Polis Aperta, eletto presidente l’attivista transgender Alessio Avellino

«Sono un agente di Polizia di Stato trans* FtM e ancora oggi non è una cosa scontata», sono queste le parole di Alessio Avellino, dopo la sua elezione a presidente di Polis Aperta, l’associazione Lgbtqi+ di appartenenti alle forze di polizia e forze armate. L’assemblea annuale per il rinnovo delle cariche si è svolta lo scorso 11 dicembre. E ha visto un nuovo consiglio direttivo che ha proclamato la presidenza di Avellino, giovane agente appartenete alla Polizia di Stato. Il neoeletto ha ventisei anni, è di Napoli ed è dottorando in Scienze sociali e statistiche per studi di genere alla Federico II. È tra i primi transessuali a far parte della Polizia di Stato.

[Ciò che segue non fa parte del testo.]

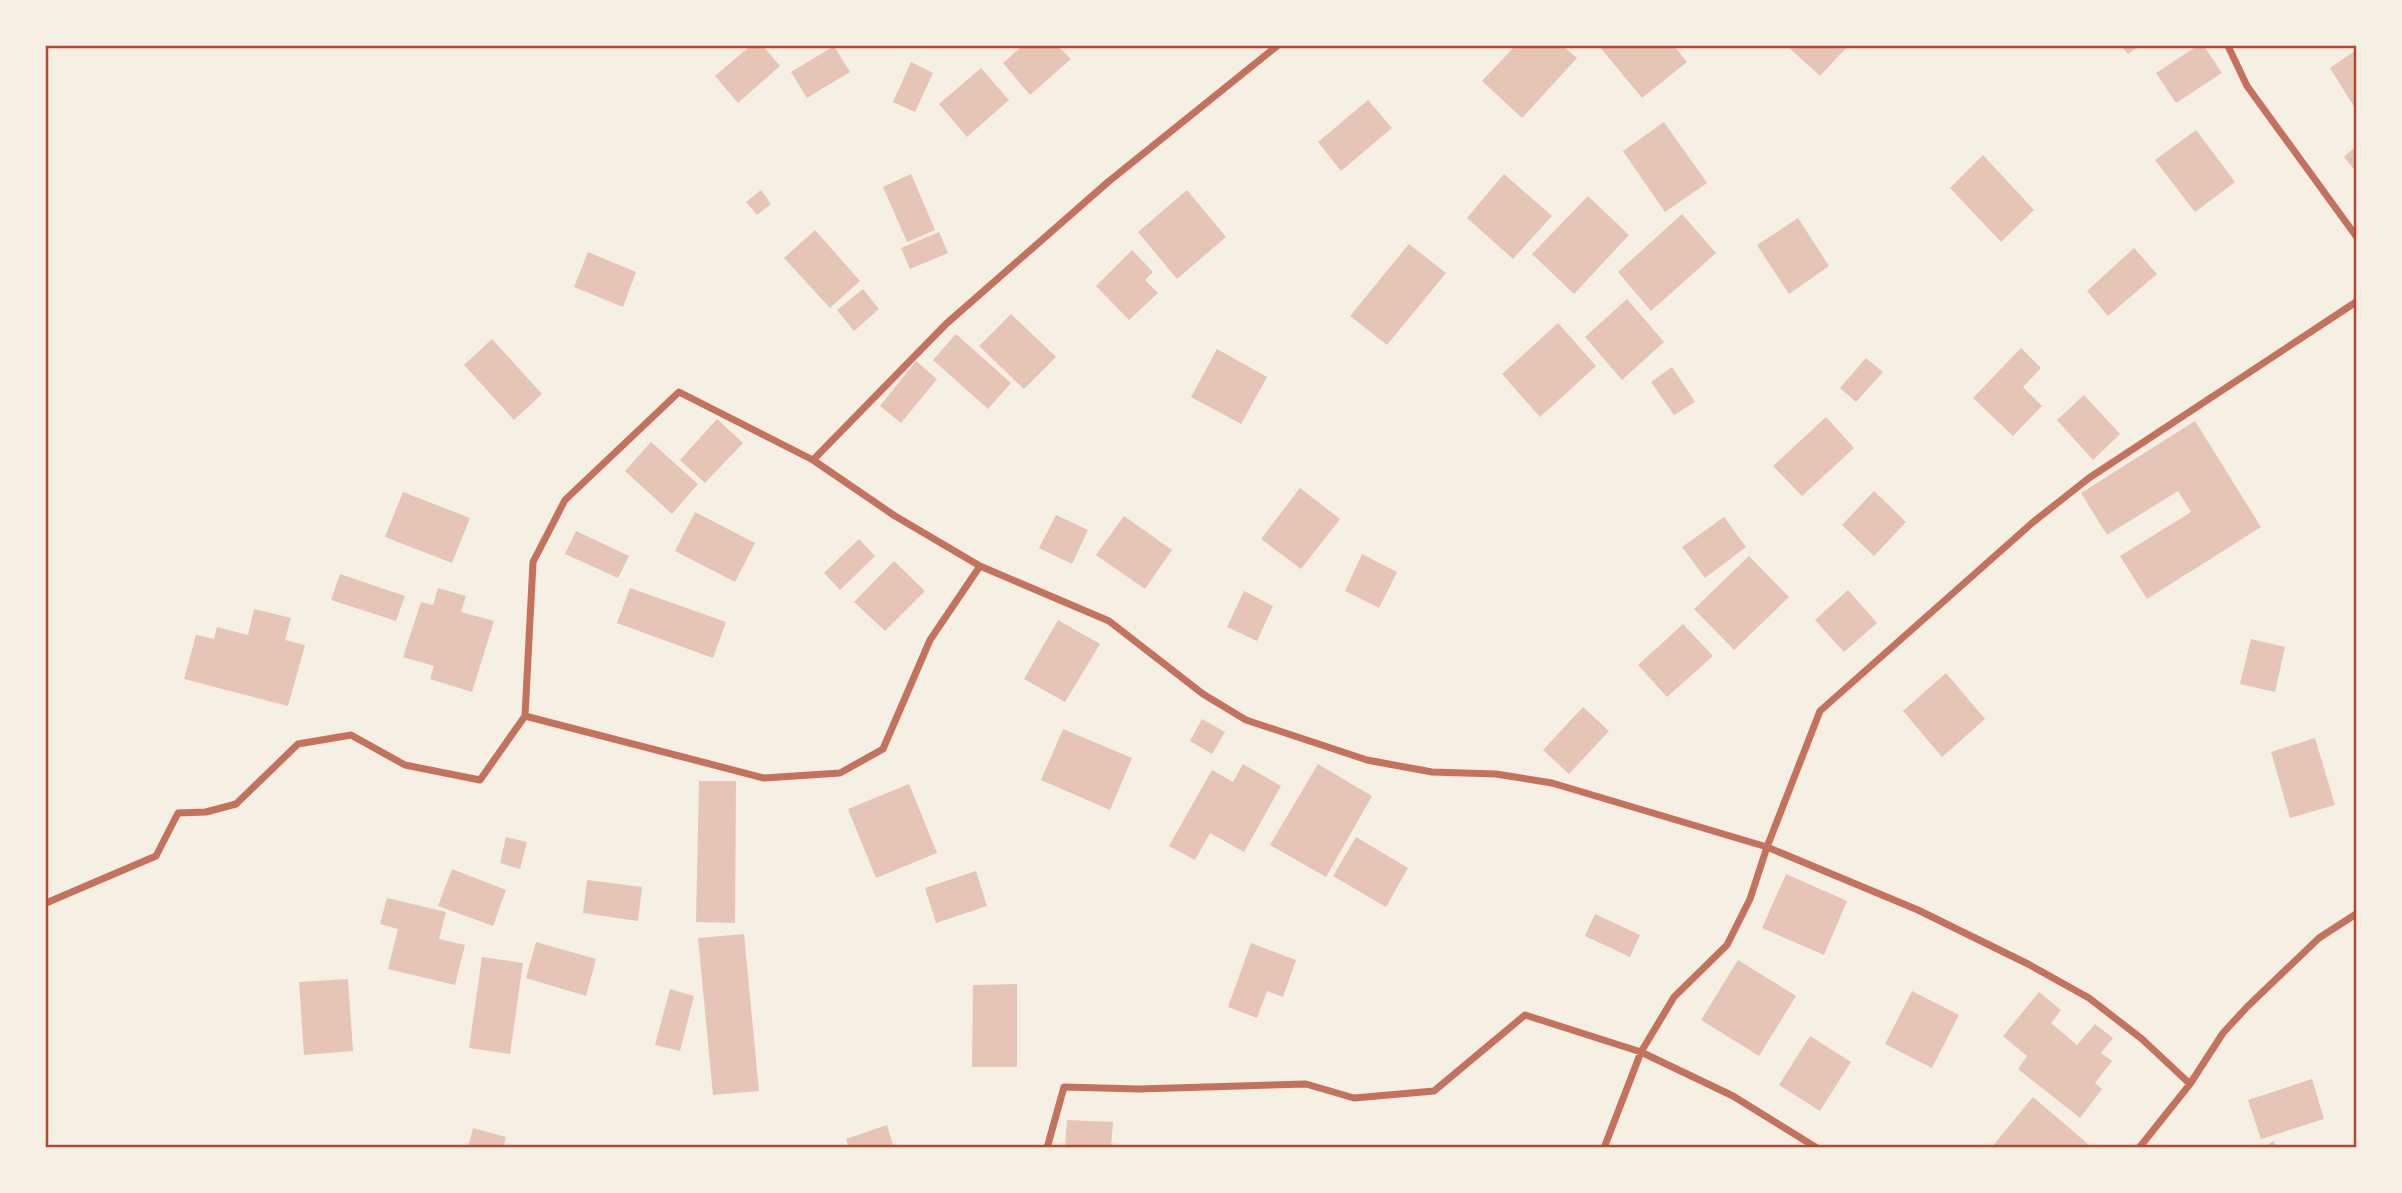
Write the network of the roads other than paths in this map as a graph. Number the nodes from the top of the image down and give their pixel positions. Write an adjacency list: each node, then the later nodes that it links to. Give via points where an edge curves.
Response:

Un supporto emotivo dentro e fuori le forze dell’ordine

«L’intenzione» è stato il commento del neopresidente «è quella di portare Polis Aperta ad essere un supporto emotivo e non, sempre più concreto per altrə colleghə, favorendo la conoscenza delle identità non conforming e degli orientamenti non eterosessuali sia all’interno dei corpi di polizia che all’esterno». Consapevole delle difficoltà e dei pregiudizi, dentro e fuori le forze dell’ordine, ha detto ancora: «L’immaginario collettivo che vede un appartenente delle forze di polizia contrapposto alla coscienza sociale che sviluppa una persona LGBT+ autodeterminandosi deve essere trasformato: la rivoluzione passa anche dalle divise che non si uniformano e dalle uniformi che non si dividono».

Alessio Avellino, il neopresidente di Polis Aperta

E, come dichiarato in sede di assemblea per elezione del nuovo direttivo: «Siamo socialmente maturi per iniziare un percorso di consapevolezza che passa soprattutto attraverso il linguaggio e le sue forme, sono le parole a creare e trasformare l’immaginario, una narrazione positiva delle persone in divisa è possibile e necessaria attraverso l’idea internazionale della lotta LGBT+».

Cos’è Polis Aperta

Polis Aperta è un’associazione culturale Onlus nata nel 2005. Nasce per volontà di persone omosessuali in divisa. Le quali, seguendo l’esempio europeo all’interno dei corpi di polizia di vari paesi europei, hanno voluto dar vita ad una associazione fino ad allora impensabile, un organismo che riunisse il popolo Lgbtiqi+ in divisa e che grazie alla visibilità del proprio direttivo e di alcuni membri infrangesse il tabù dell’omosessualità all’interno delle forze di armate e forze di polizia.

Il nuovo direttivo

Nel comunicato si legge ancora che, a fare il loro ingresso nel direttivo, ci sono Roberto Cirillo, in forza alla polizia locale Roma Capitale, vicepresidente con delega ai rapporti con i social media. Simonetta Moro psicologa, appartenete alla Polizia Locale di Bologna con delega alla formazione. All’interno del direttivo sono inoltre stati confermati Gianluigi Tombolato, Polizia stradale, tesoriere e presidente uscente. Michela Pascali Silp-Cgil con delega ai rapporti istituzionali. Raffaele Brusca, Polizia di Stato, coordinamento Pride. Daisy Melli, Polizia Locale di Reggio Emilia con delega ai rapporti con la stampa.